L’analyse politique de Céline Pina


Vœux / Dissolution: Macron entre lucidité et défausse
La journaliste Céline Pina © Bernard Martinez

Le président Macron a présenté pour 2025 des vœux sans souffle ni âme. S’il est mauvais, c’est parce que les Français sont divisés, a-t-il tenté de nous expliquer. Avant de se consoler en se comparant au voisin allemand…


Exercice obligé de chaque 31 décembre, les vœux présidentiels sont une figure de style qui peut être périlleuse quand le tenant du titre est totalement démonétisé. Visiblement, pour la première fois de son existence cathodique, Emmanuel Macron l’a compris et a joué l’humilité. A tel point qu’il s’effaçait même du tableau.
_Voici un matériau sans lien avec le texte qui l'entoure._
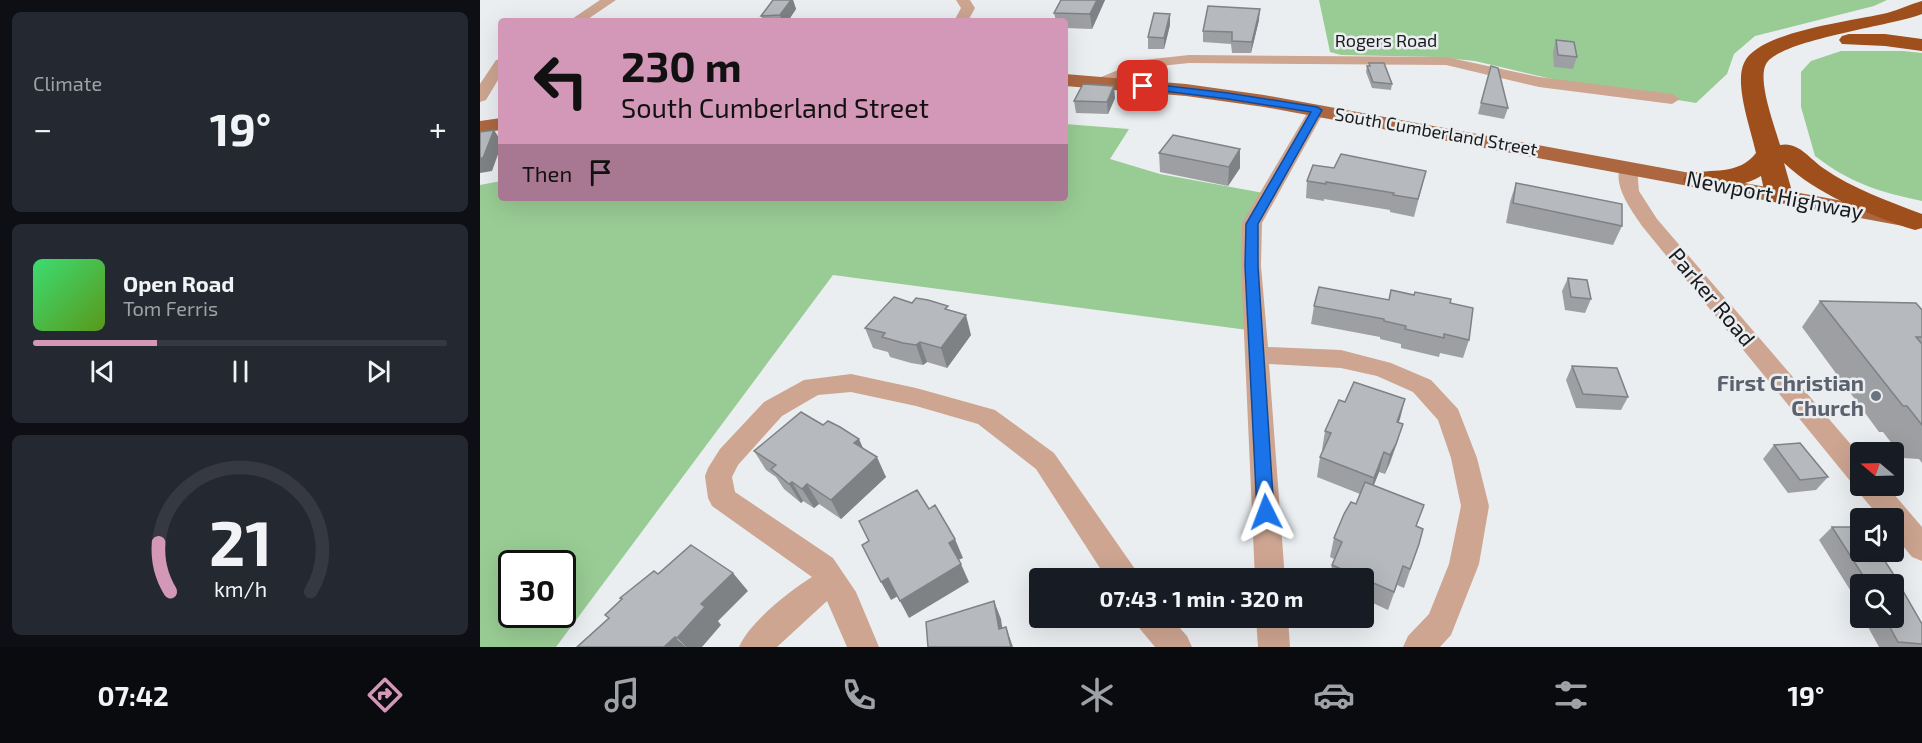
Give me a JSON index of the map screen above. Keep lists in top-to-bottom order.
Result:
{
  "streets": {
    "main road": ["South Cumberland Street", "Newport Highway"],
    "street": ["Rogers Road", "Parker Road"]
  },
  "crossings": [
    ["Rogers Road", "South Cumberland Street"],
    ["South Cumberland Street", "Newport Highway"],
    ["South Cumberland Street", "Parker Road"],
    ["Newport Highway", "Parker Road"]
  ],
  "places": ["First Christian Church"],
  "north": "left",
  "page": {
    "tile": "Climate",
    "turn": ["230 m", "South Cumberland Street"],
    "heat": ["−", "19°", "+"],
    "then": "Then",
    "song": ["Open Road", "Tom Ferris"],
    "limit": "30",
    "trip": "07:43 · 1 min · 320 m",
    "tabs": ["07:42", "19°"],
    "gauge": ["21", "km/h"]
  }
}
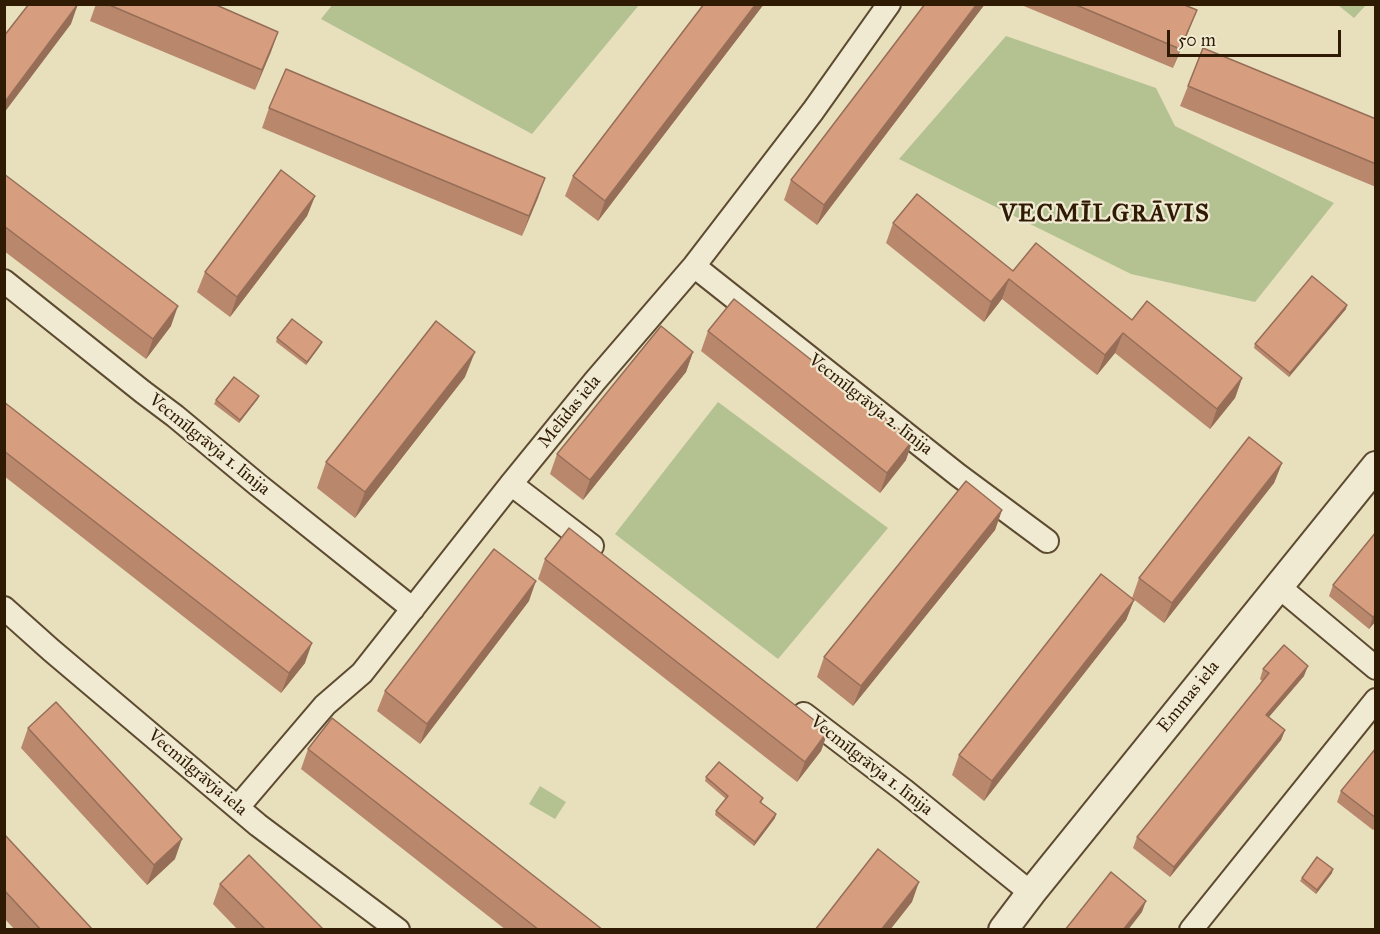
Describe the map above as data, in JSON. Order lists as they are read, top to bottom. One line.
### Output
{"streets":{"street":["Vecmīlgrāvja 2. līnija","Melīdas iela","Vecmīlgrāvja 1. līnija","Emmas iela","Vecmīlgrāvja iela"]},"crossings":[["Vecmīlgrāvja 2. līnija","Melīdas iela"],["Melīdas iela","Vecmīlgrāvja 1. līnija"],["Melīdas iela","Vecmīlgrāvja iela"],["Vecmīlgrāvja 1. līnija","Emmas iela"]],"districts":["VECMĪLGRĀVIS"],"scale_bar":"50 m"}
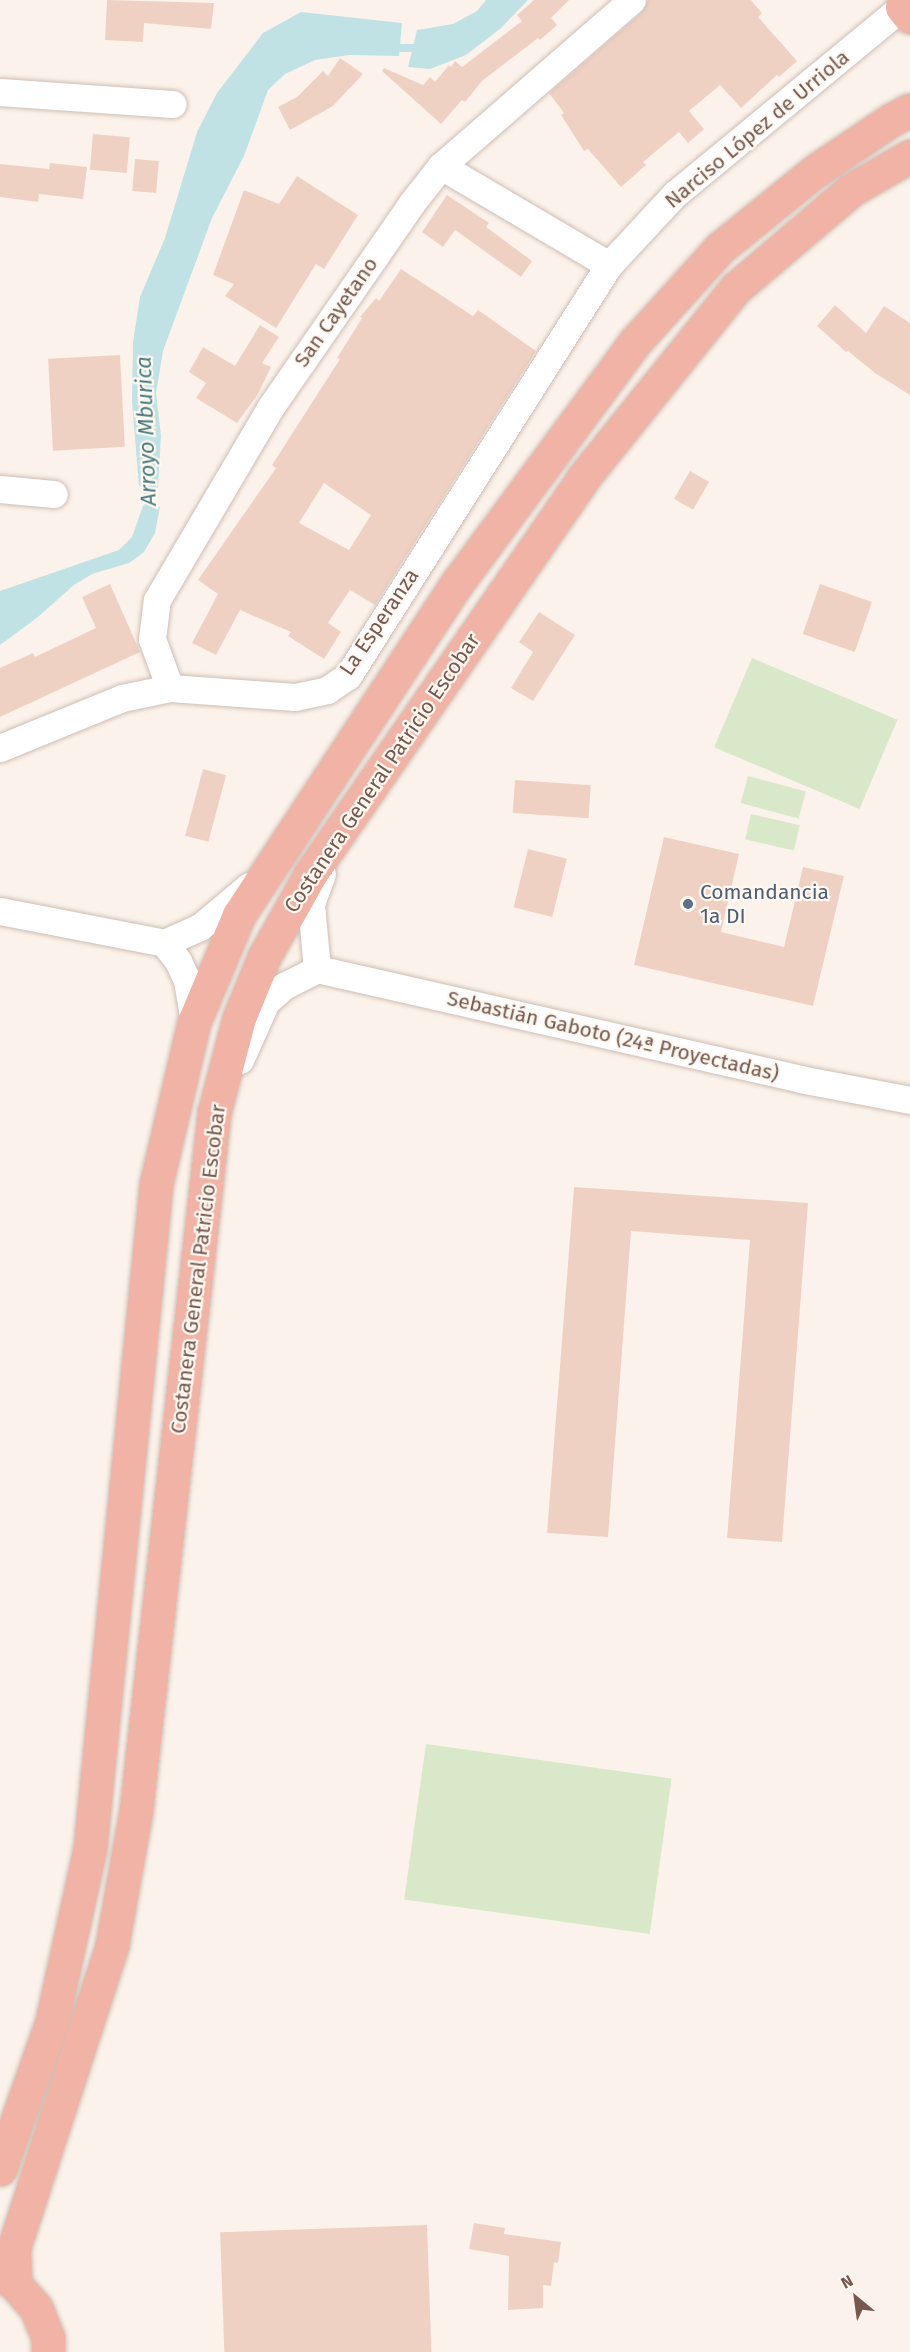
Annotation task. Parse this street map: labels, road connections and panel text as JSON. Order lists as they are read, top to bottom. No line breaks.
{"streets":{"highway":["Costanera General Patricio Escobar"],"street":["Narciso López de Urriola","San Cayetano","La Esperanza","Sebastián Gaboto (24ª Proyectadas)"]},"crossings":[["Narciso López de Urriola","La Esperanza"],["San Cayetano","La Esperanza"]],"water":["Arroyo Mburica"],"places":["Comandancia 1a DI"],"north":"top left"}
La séquence s’est en effet ouverte sur un montage vidéo de quelques minutes qui mettait en avant la réussite collective. Pas de « moi je », mais un « nous » qui n’est pas de majesté mais met en scène l’engagement d’une nation, le dépassement et l’accomplissement commun. Peut-être un peu trop d’ailleurs. Au moment où la conscience de notre déclin devient impossible à nier, où le niveau scolaire s’effondre, où l’échec de la réindustrialisation est patent et où notre modèle social devient insoutenable sans que les pouvoirs publics réagissent pour sauver l’hôpital, l’Assurance maladie, voire contribuent à aggraver la situation de notre système de retraites, c’était à un cocorico en mode « impossible n’est pas français » qu’Emmanuel Macron nous a convié mardi soir.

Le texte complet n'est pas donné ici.